# Task requirements:
Output all entries verbatim, dropping pictures.

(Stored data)
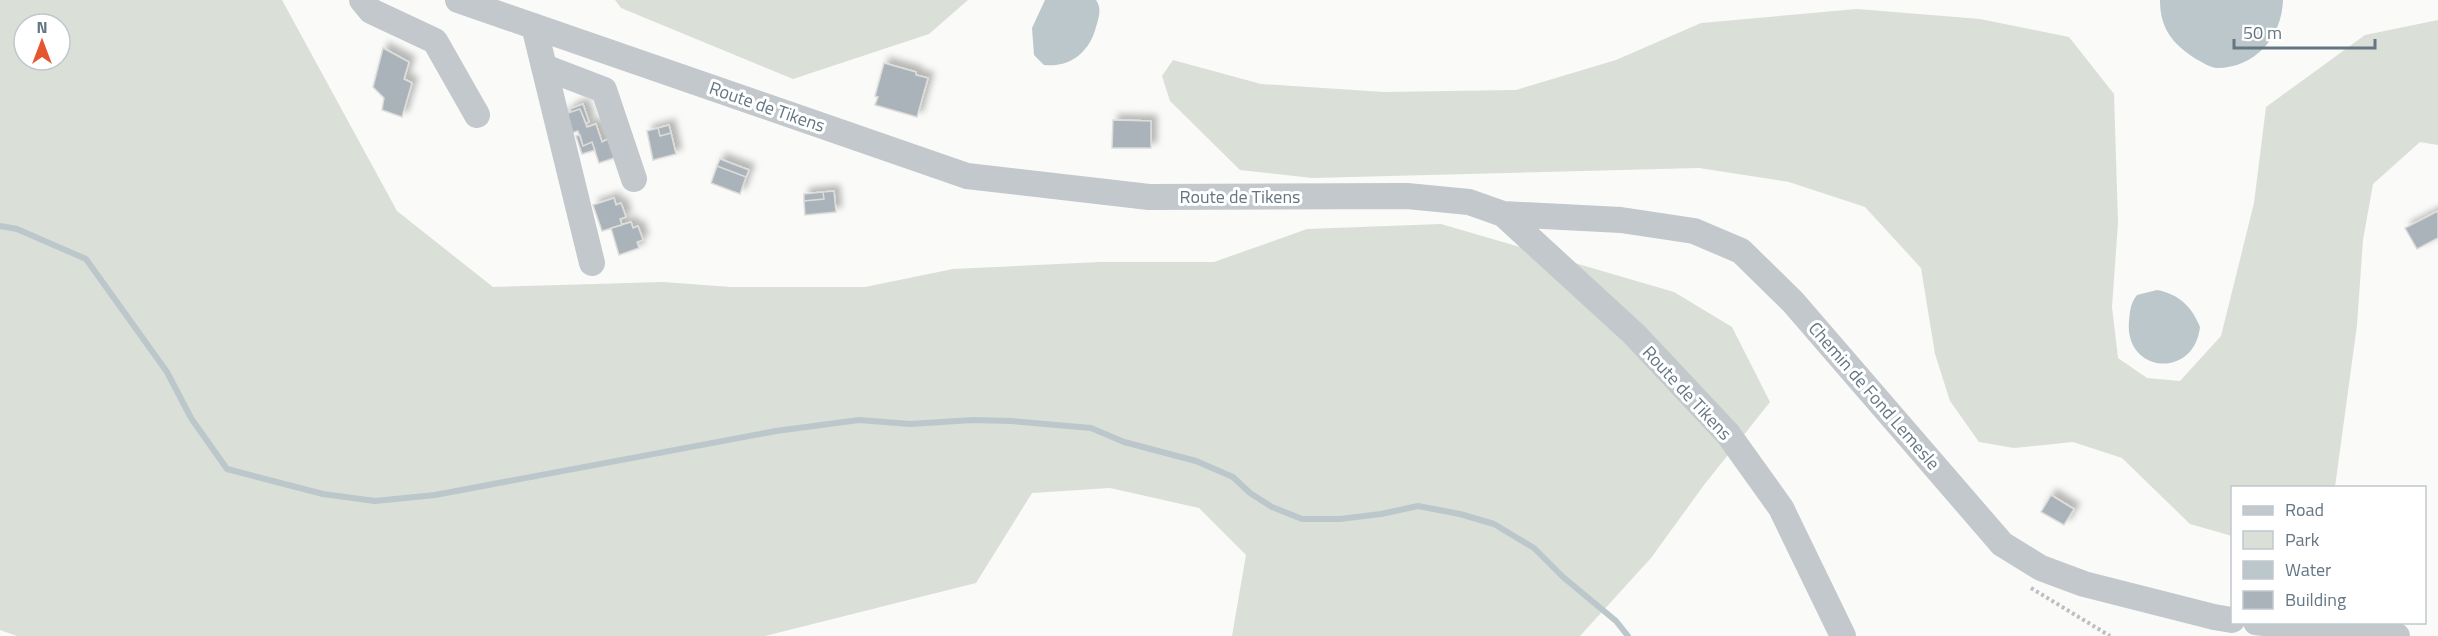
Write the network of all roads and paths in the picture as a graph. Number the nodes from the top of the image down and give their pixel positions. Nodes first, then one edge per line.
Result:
1 (362, 0) edge
2 (458, 0) edge
3 (534, 26) junction
4 (544, 67) junction
5 (477, 115) dead end
6 (634, 179) dead end
7 (1503, 214) junction
8 (592, 263) dead end
9 (2231, 620) edge
10 (2272, 624) edge
11 (1843, 636) edge
12 (2397, 636) edge

1 - 5 street
2 - 3 street, Route de Tikens
3 - 4 street
3 - 7 street, Route de Tikens
4 - 6 street
4 - 8 street
7 - 9 street, Chemin de Fond Lemesle
7 - 11 street, Route de Tikens
10 - 12 street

# Answer to the problem:
Write the network of all roads and paths in the picture as a graph. Number the nodes from the top of the image down and give their pixel positions. Nodes first, then one edge per line.
Result:
1 (362, 0) edge
2 (458, 0) edge
3 (534, 26) junction
4 (544, 67) junction
5 (477, 115) dead end
6 (634, 179) dead end
7 (1503, 214) junction
8 (592, 263) dead end
9 (2231, 620) edge
10 (2272, 624) edge
11 (1843, 636) edge
12 (2397, 636) edge

1 - 5 street
2 - 3 street, Route de Tikens
3 - 4 street
3 - 7 street, Route de Tikens
4 - 6 street
4 - 8 street
7 - 9 street, Chemin de Fond Lemesle
7 - 11 street, Route de Tikens
10 - 12 street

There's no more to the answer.